II. APPLICANT WARRANTIES AND RESPONSIBILITIES
1. Development of the Project. The Applicant shall complete the Project in accordance with
the Specifications and the grant application. The Applicant shall complete all Project work
within one hundred and eighty (180) days from the date of application approval. Such
completion shall be evidenced by receipt of a Finding of Project Completion from the
Agency. A Finding of Project Completion shall be granted in accordance with the criteria
contained in the Agency's Residential Exterior Improvement Grant Policy attached hereto
as Exhibit "B" (the "Policy"). The date of application approval shall be the Effective Date.
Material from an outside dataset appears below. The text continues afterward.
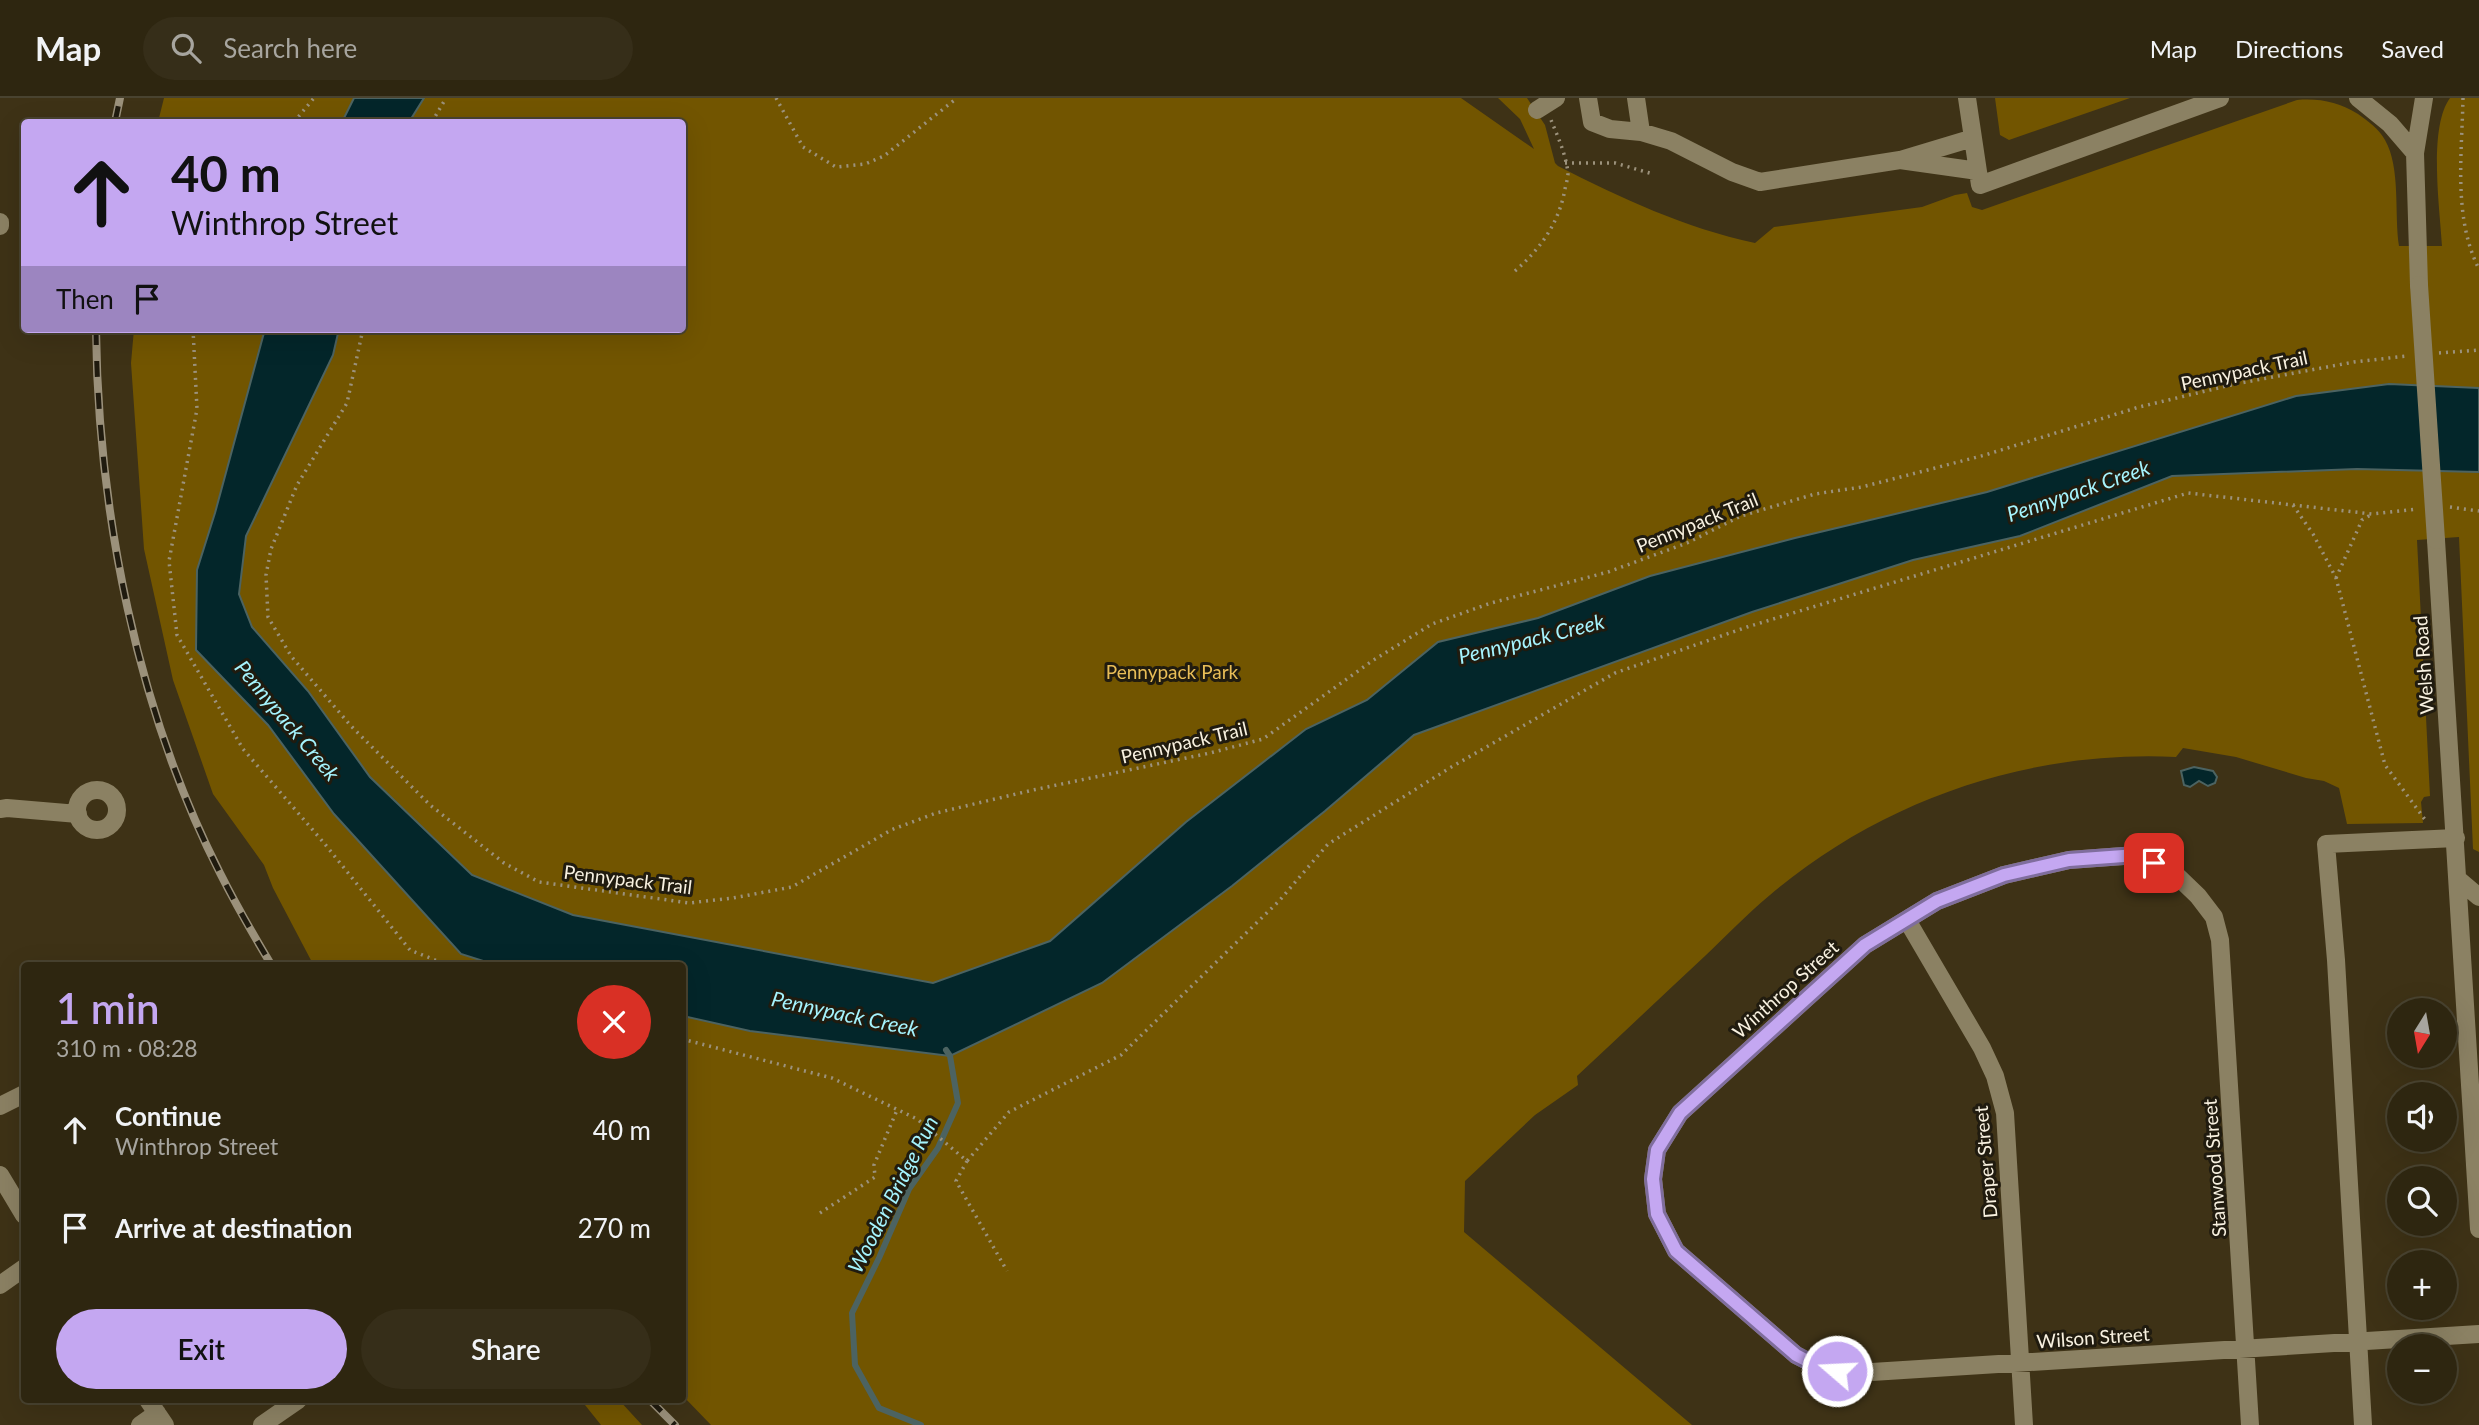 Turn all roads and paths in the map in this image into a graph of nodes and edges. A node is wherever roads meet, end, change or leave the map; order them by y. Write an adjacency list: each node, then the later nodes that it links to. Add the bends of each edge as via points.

2. Applicant's Project Contribution. As a condition of receiving reimbursement grant funding
from the Agency, the Applicant shall provide nine hundred sixty-two dollars and 45/100
cents ($962.45) in monetary contribution (the "Monetary Contribution") toward the Project.
Evidence of expenditure of the Monetary Contribution towards the Project shall be submitted
to the Agency's satisfaction before disbursement of the Agency's grant funding.
Notwithstanding the foregoing, the Applicant may have the Monetary Contribution reduced
if the Applicant completes certain community service acts in accordance with the Policy.
The Applicant has agreed to complete six (6) hours of community service ("Hours")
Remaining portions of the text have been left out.